**TASK DESCRIPTION**
When you repeat the records, keep every word exact and drop each picture.

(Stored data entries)
━━━
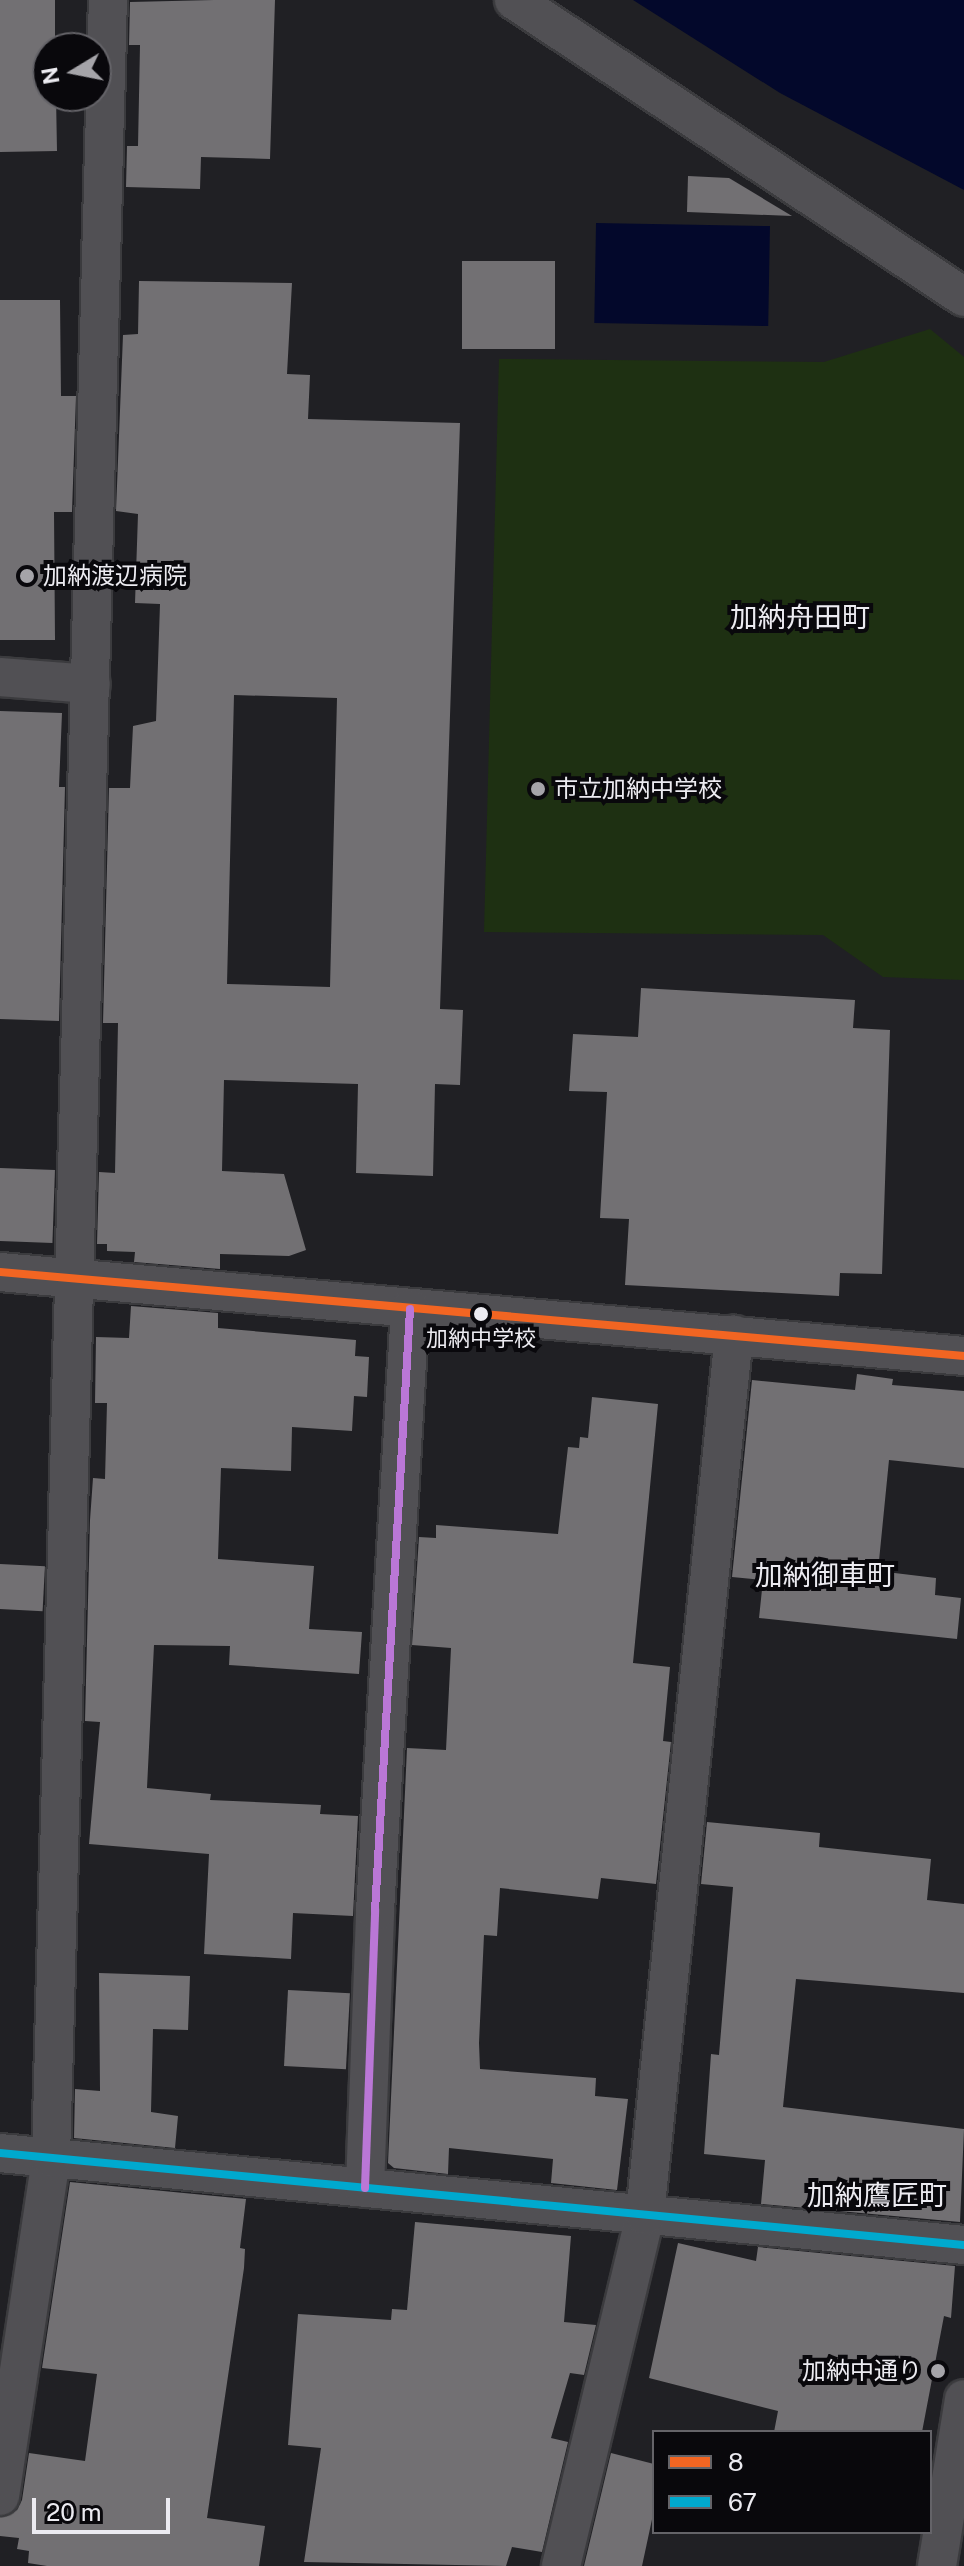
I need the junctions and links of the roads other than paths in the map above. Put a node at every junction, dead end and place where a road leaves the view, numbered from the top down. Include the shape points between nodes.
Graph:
1 (108, 0) edge
2 (514, 0) edge
3 (964, 297) edge
4 (0, 677) edge
5 (91, 684) junction
6 (0, 1272) edge
7 (76, 1278) junction
8 (410, 1309) junction
9 (734, 1334) junction
10 (964, 1356) edge
11 (0, 2153) edge
12 (51, 2158) junction
13 (365, 2188) junction
14 (645, 2215) junction
15 (964, 2245) edge
16 (964, 2399) edge
17 (0, 2496) edge
18 (561, 2566) edge
19 (937, 2566) edge

1 - 5 street
2 - 3 street
4 - 5 street
5 - 7 street
6 - 7 street
7 - 8 street
7 - 12 street
8 - 9 street
8 - 13 street via 375,1895
9 - 10 street
9 - 14 street
11 - 12 street
12 - 13 street
12 - 17 street
13 - 14 street
14 - 15 street
14 - 18 street
16 - 19 street

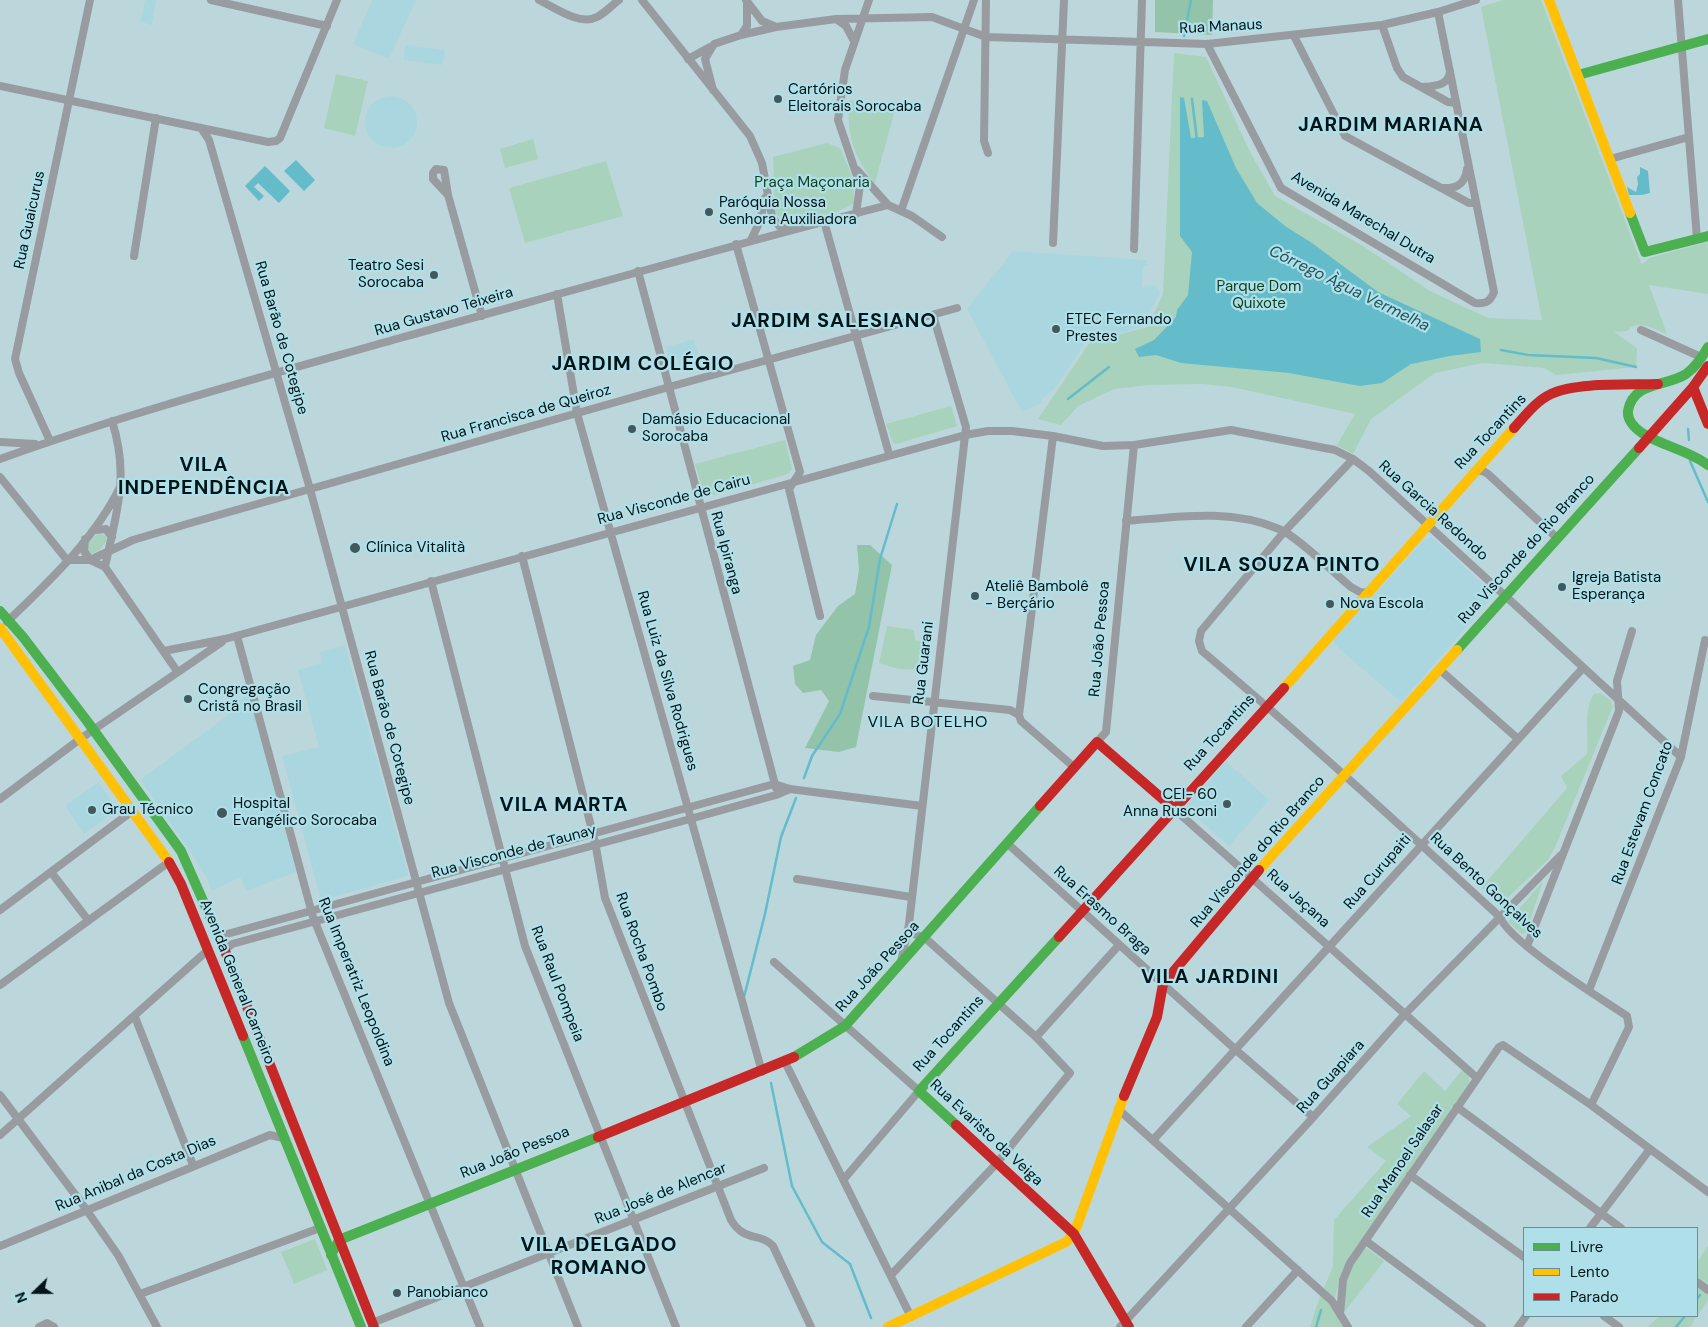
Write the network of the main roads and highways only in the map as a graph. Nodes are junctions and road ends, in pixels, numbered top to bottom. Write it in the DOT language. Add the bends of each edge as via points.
graph roads {
  1 [pos="1549,0"];
  2 [pos="1708,39"];
  3 [pos="1578,75"];
  4 [pos="1708,236"];
  5 [pos="1708,347"];
  6 [pos="1708,366"];
  7 [pos="1658,384"];
  8 [pos="1693,387"];
  9 [pos="1708,424"];
  10 [pos="1649,436"];
  11 [pos="1707,463"];
  12 [pos="0,611"];
  13 [pos="0,629"];
  14 [pos="1097,742"];
  15 [pos="1173,808"];
  16 [pos="919,1091"];
  17 [pos="1074,1234"];
  18 [pos="338,1240"];
  19 [pos="331,1255"];
  20 [pos="359,1325"];
  21 [pos="373,1325"];
  22 [pos="1124,1325"];
  23 [pos="888,1327"];
  1 -- 3 [label="main road"];
  2 -- 3 [label="main road"];
  3 -- 4 [label="main road" via="1645,252"];
  5 -- 7 [label="main road" via="1684,376"];
  6 -- 8 [label="main road, Rua Visconde do Rio Branco"];
  7 -- 10 [label="main road" via="1639,392 1628,406 1628,417 1634,428"];
  7 -- 15 [label="main road, Rua Tocantins" via="1583,386 1550,394 1530,410"];
  8 -- 9 [label="main road"];
  8 -- 10 [label="main road, Rua Visconde do Rio Branco"];
  10 -- 11 [label="main road"];
  10 -- 17 [label="main road, Rua Visconde do Rio Branco" via="1252,878 1163,984 1157,1016 1118,1109"];
  12 -- 18 [label="main road, Avenida General Carneiro" via="93,730 181,851 219,934"];
  13 -- 19 [label="main road, Avenida General Carneiro" via="169,862 181,884"];
  14 -- 15 [label="main road, Rua Jaçana"];
  14 -- 18 [label="main road, Rua João Pessoa" via="845,1026 819,1044 762,1072"];
  15 -- 16 [label="main road, Rua Tocantins"];
  16 -- 17 [label="main road, Rua Evaristo da Veiga"];
  17 -- 22 [label="main road, Rua Evaristo da Veiga"];
  17 -- 23 [label="main road" via="1066,1242"];
  18 -- 19 [label="main road"];
  18 -- 21 [label="main road, Avenida General Carneiro"];
  19 -- 20 [label="main road, Avenida General Carneiro"];
}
━━━
**TASK OUTPUT**
I need the junctions and links of the roads other than paths in the map above. Put a node at every junction, dead end and place where a road leaves the view, numbered from the top down. Include the shape points between nodes.
Graph:
1 (108, 0) edge
2 (514, 0) edge
3 (964, 297) edge
4 (0, 677) edge
5 (91, 684) junction
6 (0, 1272) edge
7 (76, 1278) junction
8 (410, 1309) junction
9 (734, 1334) junction
10 (964, 1356) edge
11 (0, 2153) edge
12 (51, 2158) junction
13 (365, 2188) junction
14 (645, 2215) junction
15 (964, 2245) edge
16 (964, 2399) edge
17 (0, 2496) edge
18 (561, 2566) edge
19 (937, 2566) edge

1 - 5 street
2 - 3 street
4 - 5 street
5 - 7 street
6 - 7 street
7 - 8 street
7 - 12 street
8 - 9 street
8 - 13 street via 375,1895
9 - 10 street
9 - 14 street
11 - 12 street
12 - 13 street
12 - 17 street
13 - 14 street
14 - 15 street
14 - 18 street
16 - 19 street

Write the network of the main roads and highways only in the map as a graph. Nodes are junctions and road ends, in pixels, numbered top to bottom. Write it in the DOT language. Add the bends of each edge as via points.
graph roads {
  1 [pos="1549,0"];
  2 [pos="1708,39"];
  3 [pos="1578,75"];
  4 [pos="1708,236"];
  5 [pos="1708,347"];
  6 [pos="1708,366"];
  7 [pos="1658,384"];
  8 [pos="1693,387"];
  9 [pos="1708,424"];
  10 [pos="1649,436"];
  11 [pos="1707,463"];
  12 [pos="0,611"];
  13 [pos="0,629"];
  14 [pos="1097,742"];
  15 [pos="1173,808"];
  16 [pos="919,1091"];
  17 [pos="1074,1234"];
  18 [pos="338,1240"];
  19 [pos="331,1255"];
  20 [pos="359,1325"];
  21 [pos="373,1325"];
  22 [pos="1124,1325"];
  23 [pos="888,1327"];
  1 -- 3 [label="main road"];
  2 -- 3 [label="main road"];
  3 -- 4 [label="main road" via="1645,252"];
  5 -- 7 [label="main road" via="1684,376"];
  6 -- 8 [label="main road, Rua Visconde do Rio Branco"];
  7 -- 10 [label="main road" via="1639,392 1628,406 1628,417 1634,428"];
  7 -- 15 [label="main road, Rua Tocantins" via="1583,386 1550,394 1530,410"];
  8 -- 9 [label="main road"];
  8 -- 10 [label="main road, Rua Visconde do Rio Branco"];
  10 -- 11 [label="main road"];
  10 -- 17 [label="main road, Rua Visconde do Rio Branco" via="1252,878 1163,984 1157,1016 1118,1109"];
  12 -- 18 [label="main road, Avenida General Carneiro" via="93,730 181,851 219,934"];
  13 -- 19 [label="main road, Avenida General Carneiro" via="169,862 181,884"];
  14 -- 15 [label="main road, Rua Jaçana"];
  14 -- 18 [label="main road, Rua João Pessoa" via="845,1026 819,1044 762,1072"];
  15 -- 16 [label="main road, Rua Tocantins"];
  16 -- 17 [label="main road, Rua Evaristo da Veiga"];
  17 -- 22 [label="main road, Rua Evaristo da Veiga"];
  17 -- 23 [label="main road" via="1066,1242"];
  18 -- 19 [label="main road"];
  18 -- 21 [label="main road, Avenida General Carneiro"];
  19 -- 20 [label="main road, Avenida General Carneiro"];
}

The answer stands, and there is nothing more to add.